--- TASK TO COMPLETE ---
Omit every picture and output the rest of the records exactly as they are.

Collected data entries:
[Start of section]
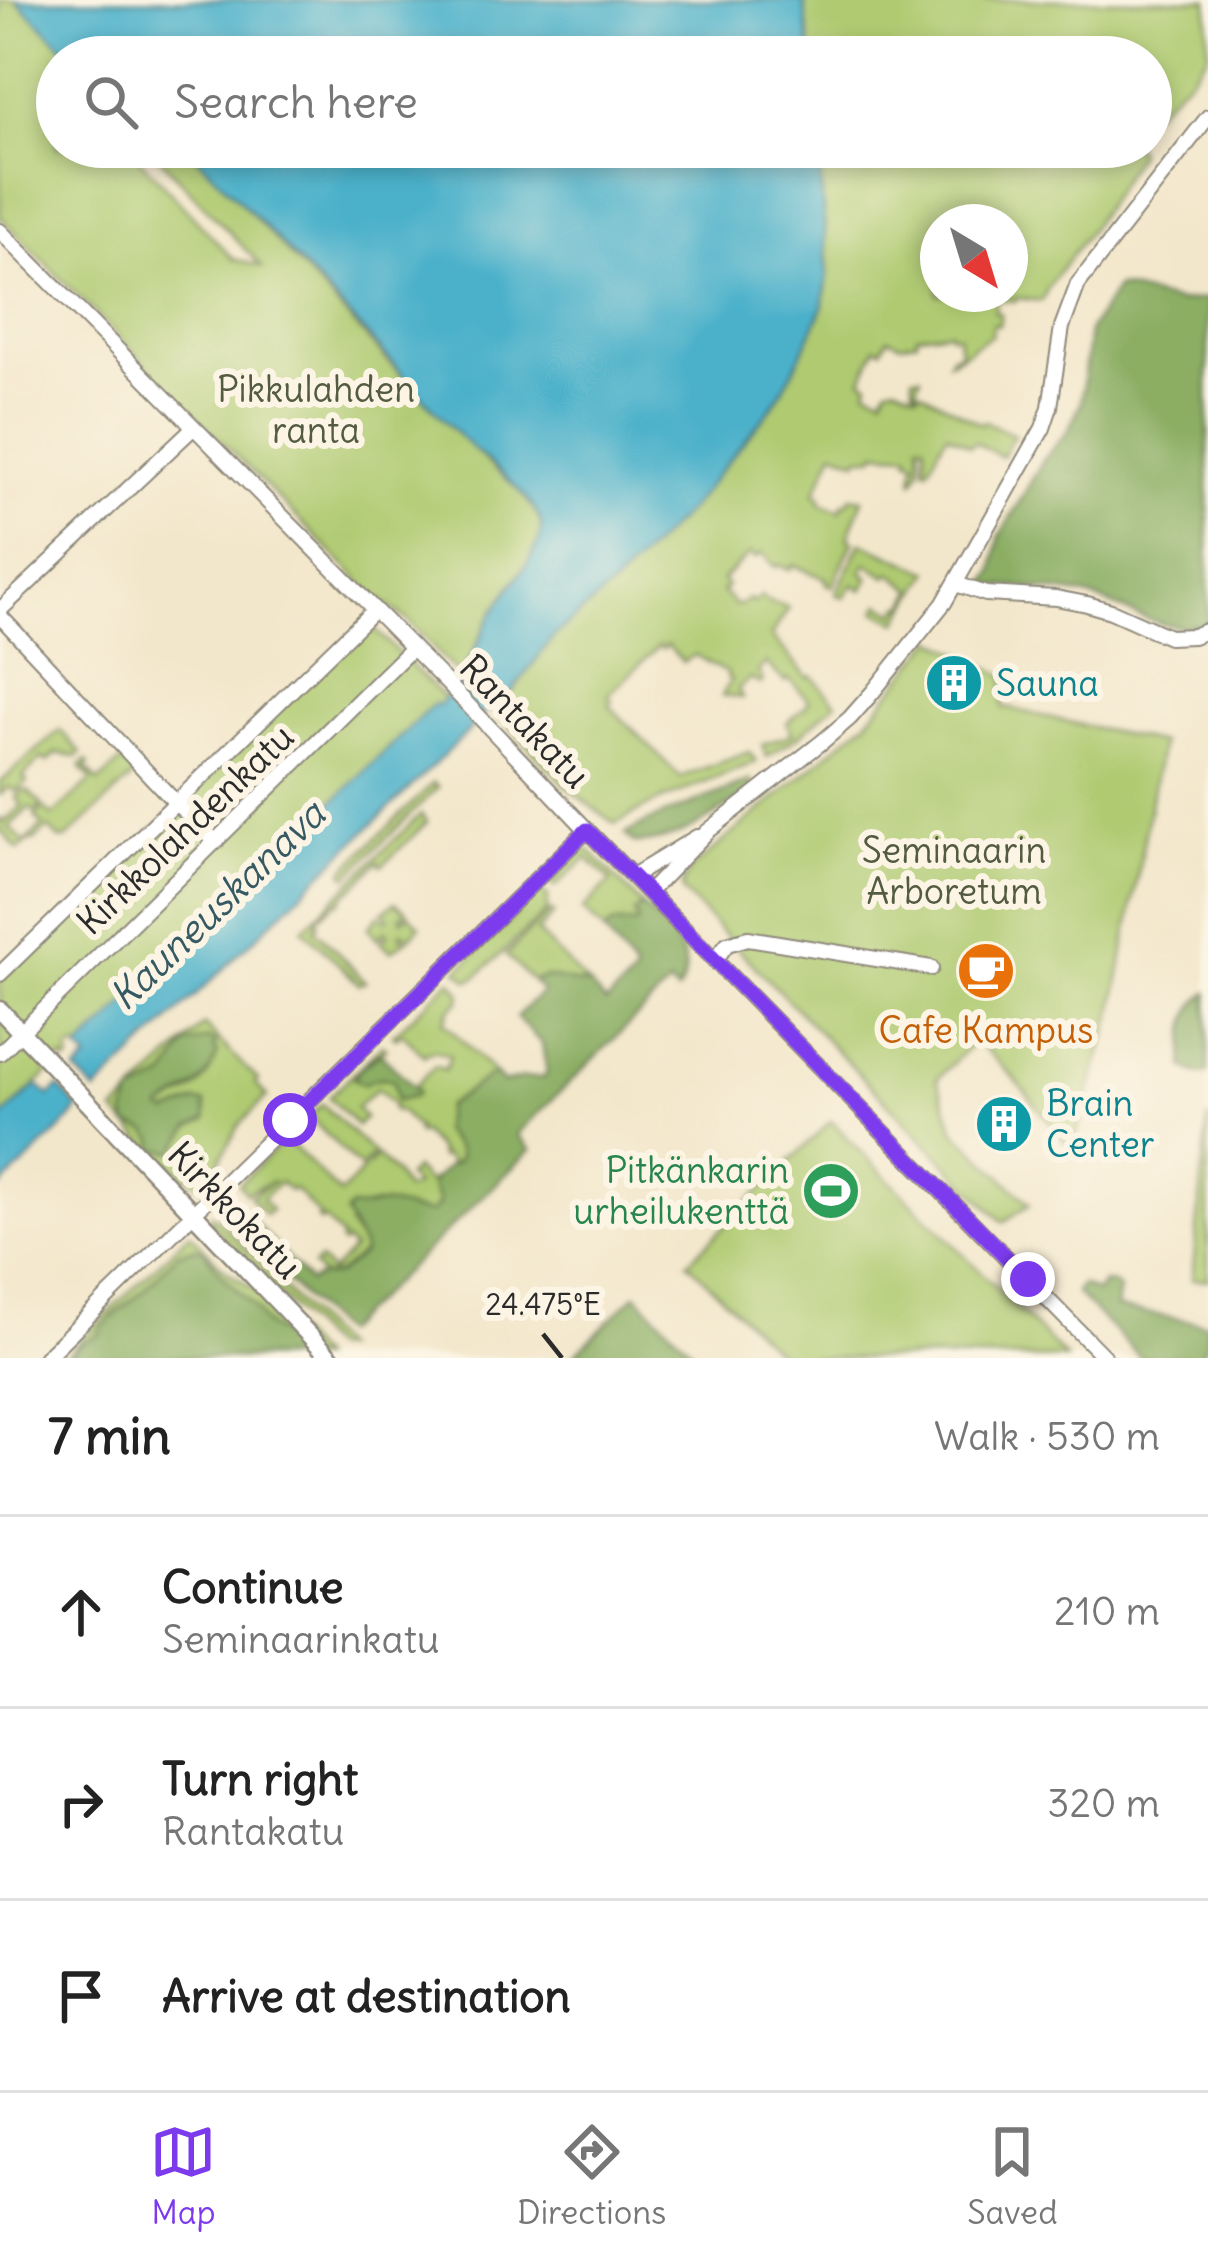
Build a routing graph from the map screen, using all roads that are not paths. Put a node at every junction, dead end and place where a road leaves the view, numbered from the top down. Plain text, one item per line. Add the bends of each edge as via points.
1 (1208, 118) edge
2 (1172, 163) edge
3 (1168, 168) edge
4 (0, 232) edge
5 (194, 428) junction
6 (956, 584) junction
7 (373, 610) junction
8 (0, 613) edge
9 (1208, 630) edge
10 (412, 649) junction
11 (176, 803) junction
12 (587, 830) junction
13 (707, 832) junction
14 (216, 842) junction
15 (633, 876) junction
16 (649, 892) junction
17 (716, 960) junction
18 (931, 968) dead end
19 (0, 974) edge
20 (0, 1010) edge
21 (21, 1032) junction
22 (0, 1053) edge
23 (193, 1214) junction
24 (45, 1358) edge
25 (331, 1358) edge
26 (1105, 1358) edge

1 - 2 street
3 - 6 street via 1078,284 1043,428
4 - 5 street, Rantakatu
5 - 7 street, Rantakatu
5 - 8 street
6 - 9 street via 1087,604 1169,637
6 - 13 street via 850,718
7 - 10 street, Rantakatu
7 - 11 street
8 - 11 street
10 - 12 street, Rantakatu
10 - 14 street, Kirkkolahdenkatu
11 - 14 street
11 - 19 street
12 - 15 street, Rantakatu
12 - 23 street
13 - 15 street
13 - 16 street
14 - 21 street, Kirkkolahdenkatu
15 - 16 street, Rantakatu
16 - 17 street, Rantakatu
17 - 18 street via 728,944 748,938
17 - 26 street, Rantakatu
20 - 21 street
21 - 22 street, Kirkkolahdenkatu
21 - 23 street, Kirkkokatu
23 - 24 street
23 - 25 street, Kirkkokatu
[End of section]
--- SOLUTION BELOW ---
Build a routing graph from the map screen, using all roads that are not paths. Put a node at every junction, dead end and place where a road leaves the view, numbered from the top down. Plain text, one item per line. Add the bends of each edge as via points.
1 (1208, 118) edge
2 (1172, 163) edge
3 (1168, 168) edge
4 (0, 232) edge
5 (194, 428) junction
6 (956, 584) junction
7 (373, 610) junction
8 (0, 613) edge
9 (1208, 630) edge
10 (412, 649) junction
11 (176, 803) junction
12 (587, 830) junction
13 (707, 832) junction
14 (216, 842) junction
15 (633, 876) junction
16 (649, 892) junction
17 (716, 960) junction
18 (931, 968) dead end
19 (0, 974) edge
20 (0, 1010) edge
21 (21, 1032) junction
22 (0, 1053) edge
23 (193, 1214) junction
24 (45, 1358) edge
25 (331, 1358) edge
26 (1105, 1358) edge

1 - 2 street
3 - 6 street via 1078,284 1043,428
4 - 5 street, Rantakatu
5 - 7 street, Rantakatu
5 - 8 street
6 - 9 street via 1087,604 1169,637
6 - 13 street via 850,718
7 - 10 street, Rantakatu
7 - 11 street
8 - 11 street
10 - 12 street, Rantakatu
10 - 14 street, Kirkkolahdenkatu
11 - 14 street
11 - 19 street
12 - 15 street, Rantakatu
12 - 23 street
13 - 15 street
13 - 16 street
14 - 21 street, Kirkkolahdenkatu
15 - 16 street, Rantakatu
16 - 17 street, Rantakatu
17 - 18 street via 728,944 748,938
17 - 26 street, Rantakatu
20 - 21 street
21 - 22 street, Kirkkolahdenkatu
21 - 23 street, Kirkkokatu
23 - 24 street
23 - 25 street, Kirkkokatu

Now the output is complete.